─── PROVIDED MATERIAL
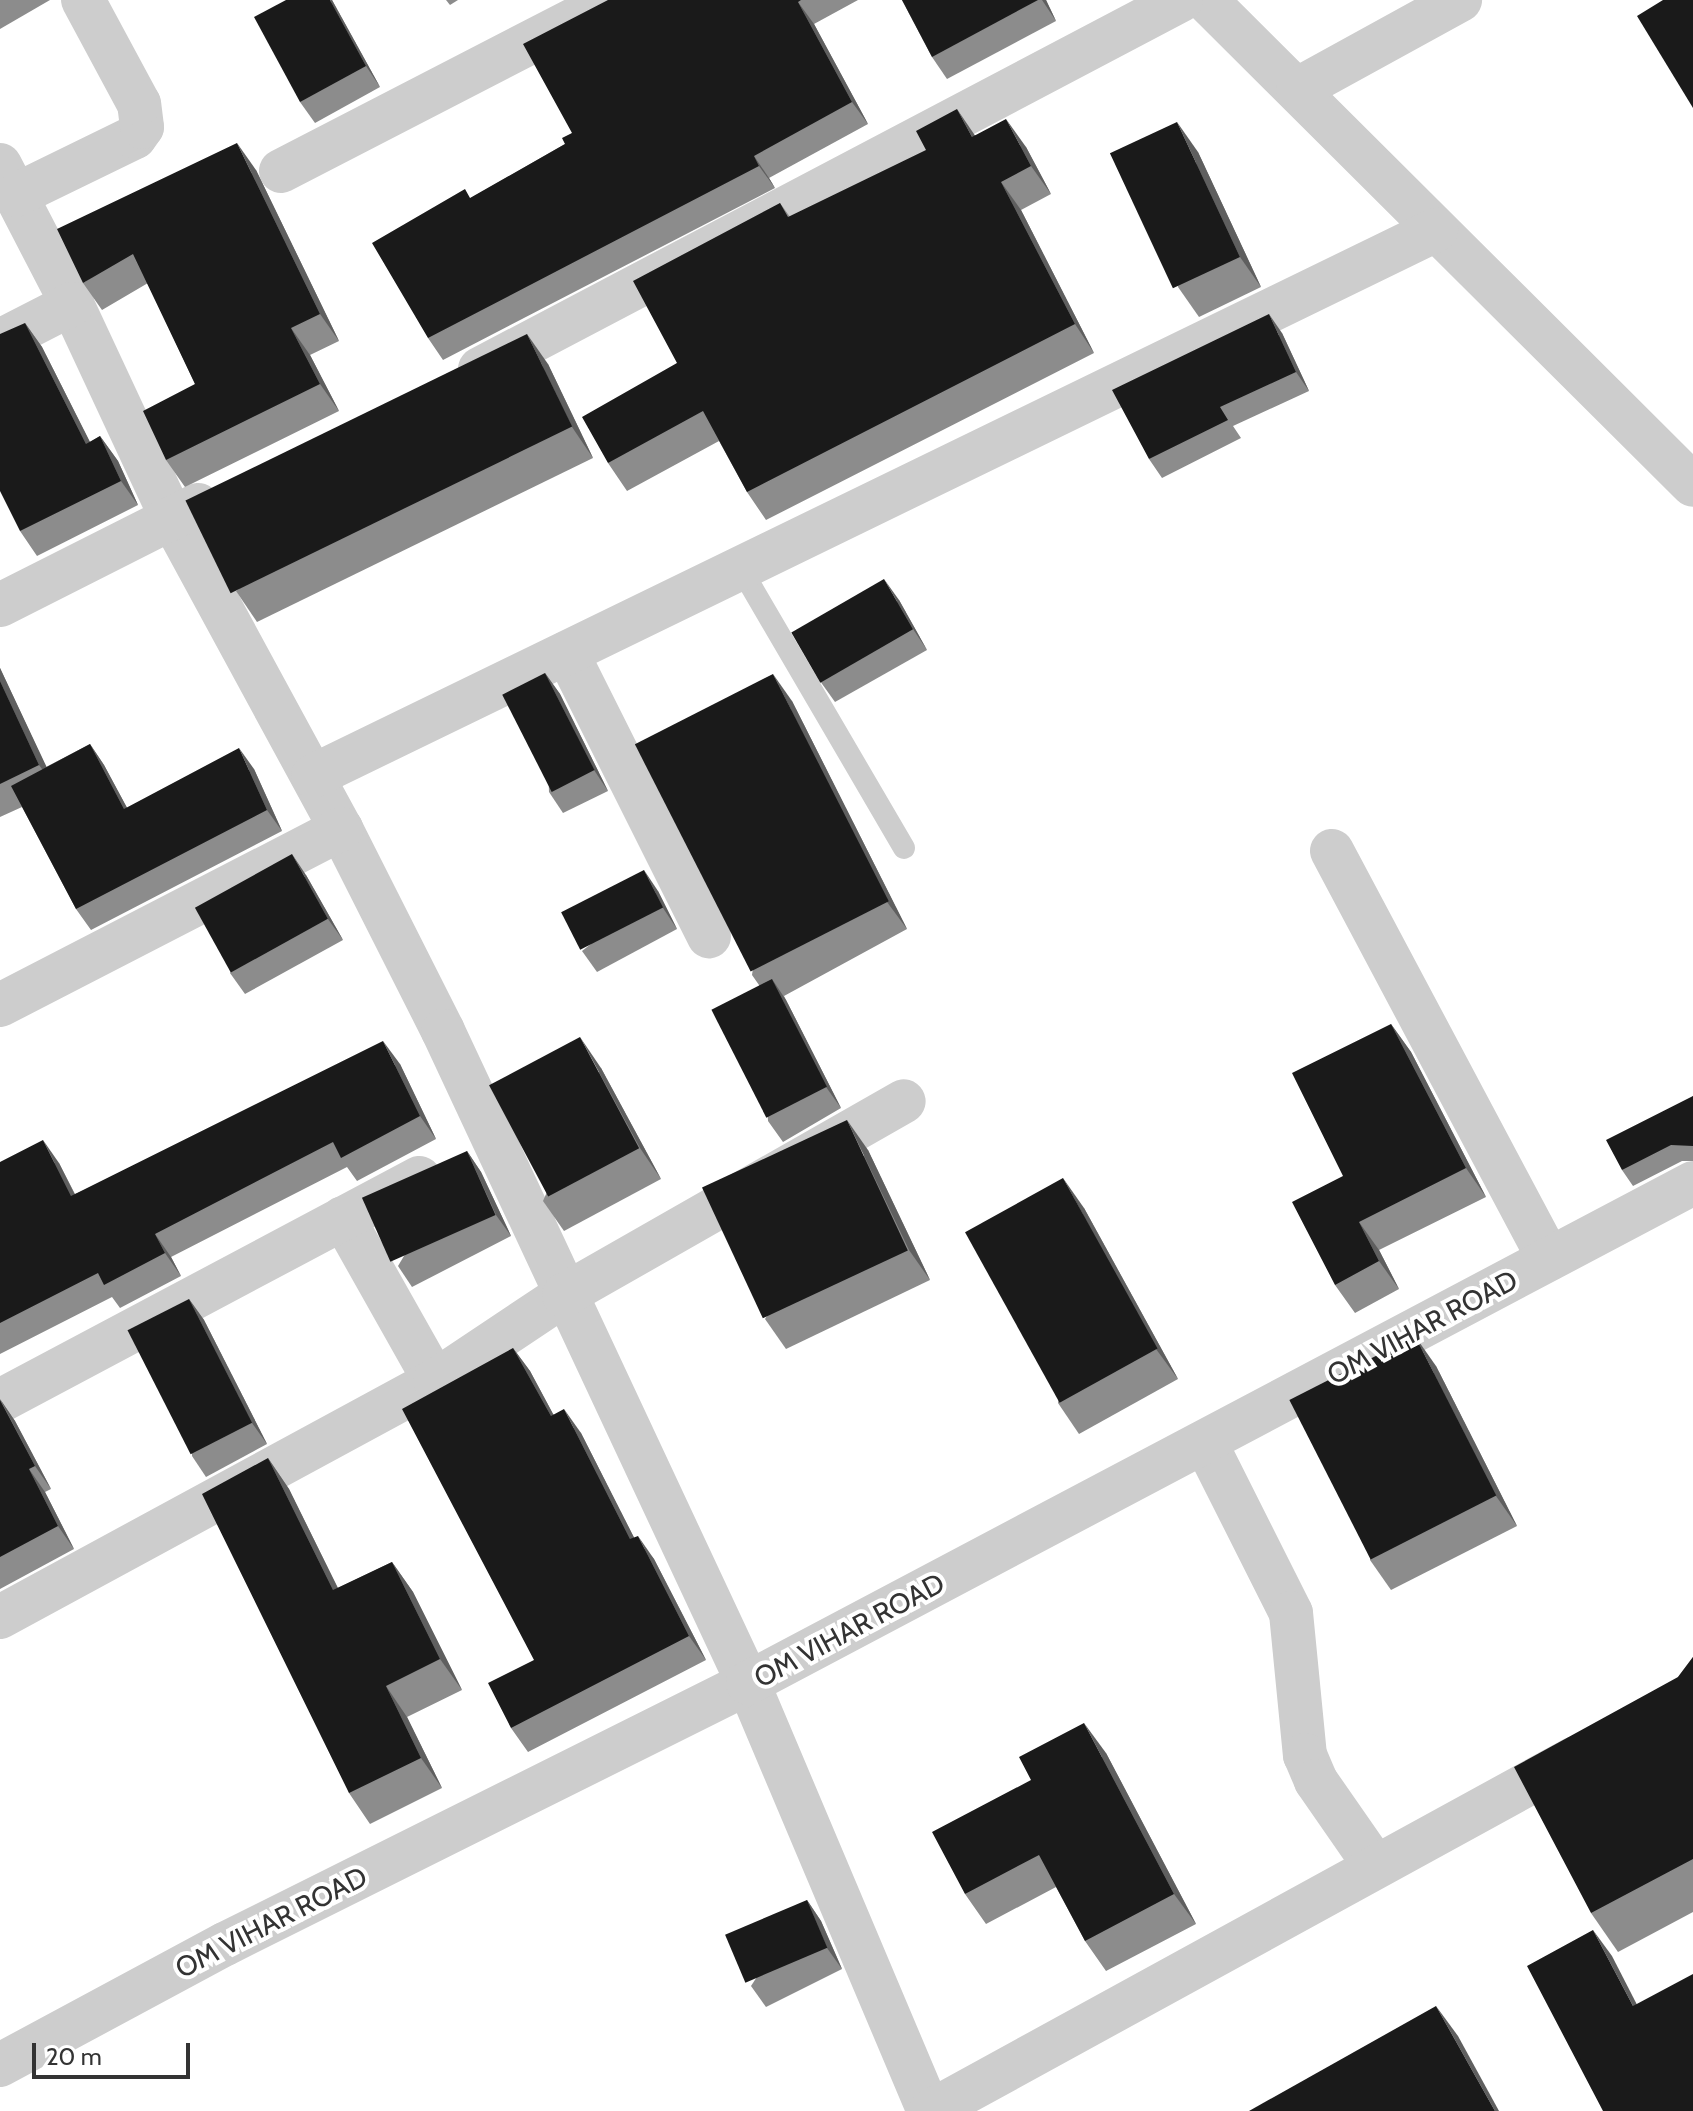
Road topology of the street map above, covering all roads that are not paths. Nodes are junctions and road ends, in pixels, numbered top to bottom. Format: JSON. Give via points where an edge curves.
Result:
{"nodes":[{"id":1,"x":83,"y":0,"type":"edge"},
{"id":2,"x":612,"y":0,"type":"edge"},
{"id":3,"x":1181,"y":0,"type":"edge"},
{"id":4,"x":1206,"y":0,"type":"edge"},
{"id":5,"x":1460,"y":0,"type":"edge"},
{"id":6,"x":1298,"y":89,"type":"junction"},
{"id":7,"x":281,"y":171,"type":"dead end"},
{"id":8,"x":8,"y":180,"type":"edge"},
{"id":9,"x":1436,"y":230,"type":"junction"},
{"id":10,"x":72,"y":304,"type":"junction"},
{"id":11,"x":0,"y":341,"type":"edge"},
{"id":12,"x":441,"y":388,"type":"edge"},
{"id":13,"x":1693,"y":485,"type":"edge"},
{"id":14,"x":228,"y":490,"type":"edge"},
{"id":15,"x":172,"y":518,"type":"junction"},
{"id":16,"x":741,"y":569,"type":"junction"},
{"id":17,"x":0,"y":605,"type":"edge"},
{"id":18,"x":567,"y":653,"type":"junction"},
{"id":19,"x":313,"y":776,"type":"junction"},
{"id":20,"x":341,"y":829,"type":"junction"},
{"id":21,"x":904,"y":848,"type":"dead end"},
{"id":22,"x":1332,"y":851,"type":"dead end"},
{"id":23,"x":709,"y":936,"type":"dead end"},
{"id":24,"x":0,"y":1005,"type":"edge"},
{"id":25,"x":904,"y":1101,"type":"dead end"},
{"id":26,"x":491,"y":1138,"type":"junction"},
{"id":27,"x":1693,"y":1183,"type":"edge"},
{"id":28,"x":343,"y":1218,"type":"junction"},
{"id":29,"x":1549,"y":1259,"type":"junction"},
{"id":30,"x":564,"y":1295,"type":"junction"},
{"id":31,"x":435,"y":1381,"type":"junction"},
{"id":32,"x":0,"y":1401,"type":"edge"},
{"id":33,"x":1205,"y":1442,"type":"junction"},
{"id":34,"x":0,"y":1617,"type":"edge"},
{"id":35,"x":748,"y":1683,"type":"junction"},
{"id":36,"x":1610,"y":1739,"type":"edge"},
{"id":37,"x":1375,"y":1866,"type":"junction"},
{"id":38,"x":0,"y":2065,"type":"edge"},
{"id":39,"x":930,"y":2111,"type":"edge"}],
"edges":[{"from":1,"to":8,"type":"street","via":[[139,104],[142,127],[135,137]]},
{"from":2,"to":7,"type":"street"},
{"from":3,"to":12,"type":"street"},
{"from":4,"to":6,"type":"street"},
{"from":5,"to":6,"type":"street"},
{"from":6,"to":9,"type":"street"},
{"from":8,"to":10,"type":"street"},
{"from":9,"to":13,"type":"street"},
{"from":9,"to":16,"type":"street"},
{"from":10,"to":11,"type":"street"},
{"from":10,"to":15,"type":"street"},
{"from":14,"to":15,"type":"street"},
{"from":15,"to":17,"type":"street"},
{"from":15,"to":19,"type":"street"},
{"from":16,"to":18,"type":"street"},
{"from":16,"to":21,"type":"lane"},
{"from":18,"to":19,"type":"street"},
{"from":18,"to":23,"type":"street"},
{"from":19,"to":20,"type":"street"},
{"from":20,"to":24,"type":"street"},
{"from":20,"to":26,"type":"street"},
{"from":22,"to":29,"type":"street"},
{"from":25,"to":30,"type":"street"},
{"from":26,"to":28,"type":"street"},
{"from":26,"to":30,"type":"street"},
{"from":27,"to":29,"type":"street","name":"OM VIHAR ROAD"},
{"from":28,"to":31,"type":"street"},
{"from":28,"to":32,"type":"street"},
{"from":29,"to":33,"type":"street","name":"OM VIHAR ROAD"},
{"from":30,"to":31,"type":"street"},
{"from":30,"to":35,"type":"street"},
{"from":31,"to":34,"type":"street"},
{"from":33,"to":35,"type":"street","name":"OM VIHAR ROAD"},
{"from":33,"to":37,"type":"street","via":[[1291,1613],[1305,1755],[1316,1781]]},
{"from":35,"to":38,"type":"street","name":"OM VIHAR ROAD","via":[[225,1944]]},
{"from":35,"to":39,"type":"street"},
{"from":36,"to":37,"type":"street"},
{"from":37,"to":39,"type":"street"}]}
──────
TASK DETAILS
Each line in the data that holds the string "name" must be returned.

WRITTEN REPLY
{"from":27,"to":29,"type":"street","name":"OM VIHAR ROAD"},
{"from":29,"to":33,"type":"street","name":"OM VIHAR ROAD"},
{"from":33,"to":35,"type":"street","name":"OM VIHAR ROAD"},
{"from":35,"to":38,"type":"street","name":"OM VIHAR ROAD","via":[[225,1944]]},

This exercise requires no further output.